Migraine Treatment with Sound Sensitivity
Imagine listening to horrific karaoke performers for endless hours, days, and even years! It’s enough to give the most resilient of us a splitting headache. When you suffer with a chronic headache or migraine condition, well, it’s can be downright unbearable. This is exactly what sidelined a well-known British music personality and ‘judge of all reality TV judges’. The British news source, The Sun reported that in the midst of filming auditions for Britain’s Got Talent, the show’s star had to take a 5-hour break due to a migraine attack before returning to the set later in the evening. Fortunately, it would appear that his migraine treatment, which was not revealed in the report, was effective and happily the show was able to go on.

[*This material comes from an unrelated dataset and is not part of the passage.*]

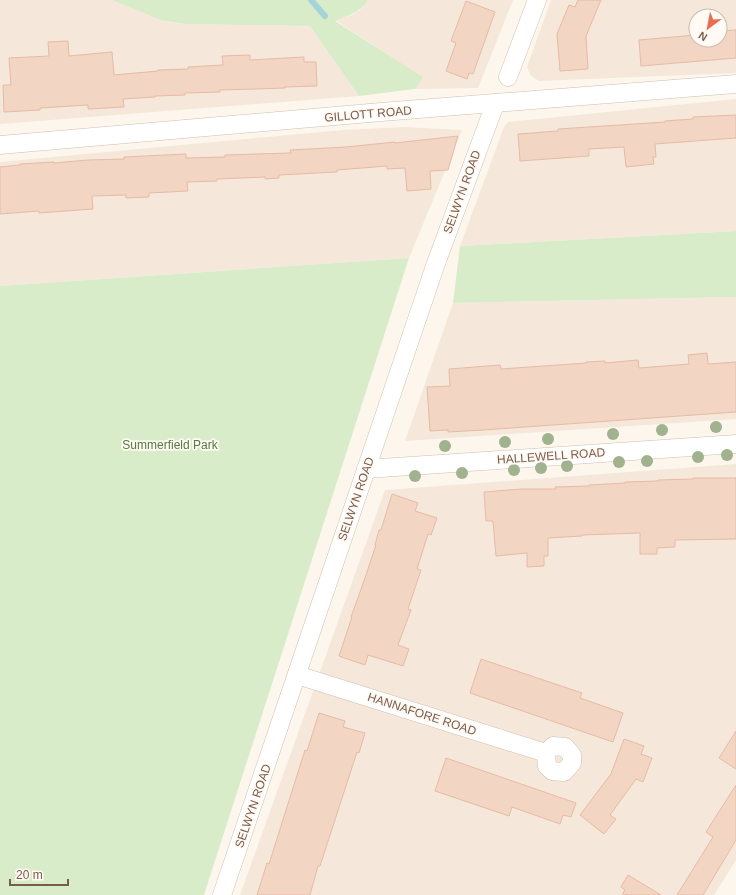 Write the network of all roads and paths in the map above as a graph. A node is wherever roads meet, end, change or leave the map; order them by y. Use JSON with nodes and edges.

For many individuals with chronic headaches or migraines, sound sensitivity can be a trigger or a symptom, or even both. According to Wikipedia, migraine symptoms may include phonophobia, an increased sensitivity to sound, along with other heightened sensory sensitivities. A related migraine symptom is known as hyperacusis, or a high sensitivity to particular sound frequencies. Similarly, loud noises can also be migraine triggers. The obvious drug free treatment for migraines or headaches that are aggravated by noise is elimination. Obviously, this solution isn’t very practical because you can’t effortlessly control other people’s activities or environmental factors. The next preferred option would be retreating into a quiet space and avoiding the offending sounds. If that is also not possible, noise canceling headphones or industrial earmuffs can be wonderfully helpful. A more discreet, but maybe not as effective, option would be earplugs that you can easily find in most drug stores.
Of course, it’s also possible that several other known migraine triggers like bright lights in the recording studio, stress and fragmented sleep due to long hours on set may have contributed to the show’s migraine interruption. For someone who struggles with a chronic headache or migraine condition, as well as a stressful job in a noisy environment, being prepared with a preventative migraine treatment is definitely a wise plan. According to a Medscape article, a 2006-research study from Albert Einstein College of Medicine indicated that about 77 percent of migraine sufferers between the ages of 18 and 38 are phonosensitive. However, that number decreases to 67 percent for migraineurs ages 60 and above. So the good news is that headache and migraine sufferers who are noise sensitive are likely to improve over time.